If a line in the data contains "Route", copy it out.

- Opening Delimiter -

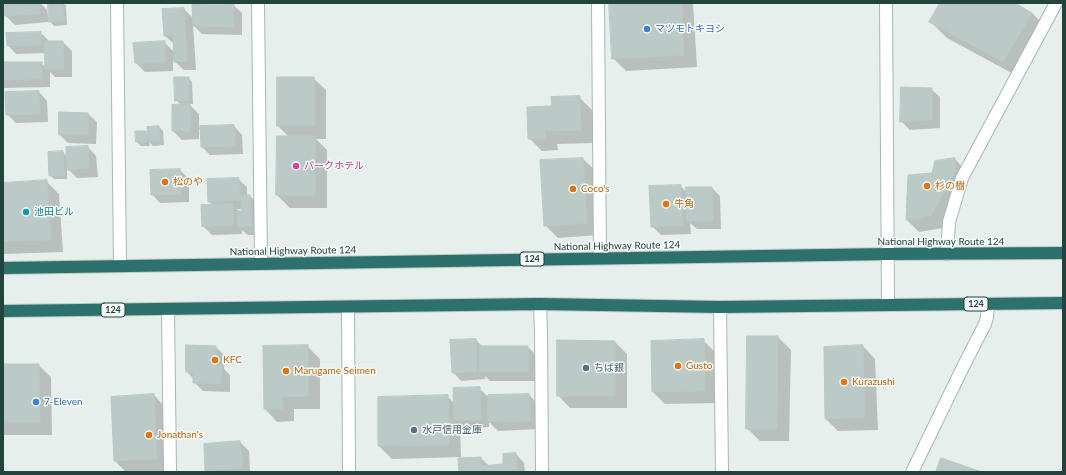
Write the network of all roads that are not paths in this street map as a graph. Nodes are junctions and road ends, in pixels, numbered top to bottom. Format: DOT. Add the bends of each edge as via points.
graph roads {
  1 [pos="117,3"];
  2 [pos="258,3"];
  3 [pos="598,3"];
  4 [pos="886,3"];
  5 [pos="1056,3"];
  6 [pos="1063,253"];
  7 [pos="889,254"];
  8 [pos="948,254"];
  9 [pos="600,258"];
  10 [pos="261,263"];
  11 [pos="120,266"];
  12 [pos="3,268"];
  13 [pos="1063,303"];
  14 [pos="540,304"];
  15 [pos="988,304"];
  16 [pos="888,305"];
  17 [pos="348,307"];
  18 [pos="720,307"];
  19 [pos="168,309"];
  20 [pos="3,311"];
  21 [pos="170,472"];
  22 [pos="349,472"];
  23 [pos="542,472"];
  24 [pos="722,472"];
  25 [pos="912,472"];
  1 -- 11 [label="street"];
  2 -- 10 [label="street"];
  3 -- 9 [label="street"];
  4 -- 7 [label="street"];
  5 -- 8 [label="street" via="962,178 949,222"];
  6 -- 8 [label="highway, National Highway Route 124 / 124"];
  7 -- 8 [label="highway, National Highway Route 124 / 124"];
  7 -- 9 [label="highway, National Highway Route 124 / 124"];
  7 -- 16 [label="street"];
  9 -- 10 [label="highway, National Highway Route 124 / 124"];
  10 -- 11 [label="highway, National Highway Route 124 / 124"];
  11 -- 12 [label="highway, National Highway Route 124 / 124"];
  13 -- 15 [label="highway, 124"];
  14 -- 17 [label="highway, 124"];
  14 -- 18 [label="highway, 124"];
  14 -- 23 [label="street"];
  15 -- 16 [label="highway, 124"];
  15 -- 25 [label="street" via="985,324"];
  16 -- 18 [label="highway, 124"];
  17 -- 19 [label="highway, 124"];
  17 -- 22 [label="street"];
  18 -- 24 [label="street"];
  19 -- 20 [label="highway, 124"];
  19 -- 21 [label="street"];
}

- Closing Delimiter -

Solution for this task -
  6 -- 8 [label="highway, National Highway Route 124 / 124"];
  7 -- 8 [label="highway, National Highway Route 124 / 124"];
  7 -- 9 [label="highway, National Highway Route 124 / 124"];
  9 -- 10 [label="highway, National Highway Route 124 / 124"];
  10 -- 11 [label="highway, National Highway Route 124 / 124"];
  11 -- 12 [label="highway, National Highway Route 124 / 124"];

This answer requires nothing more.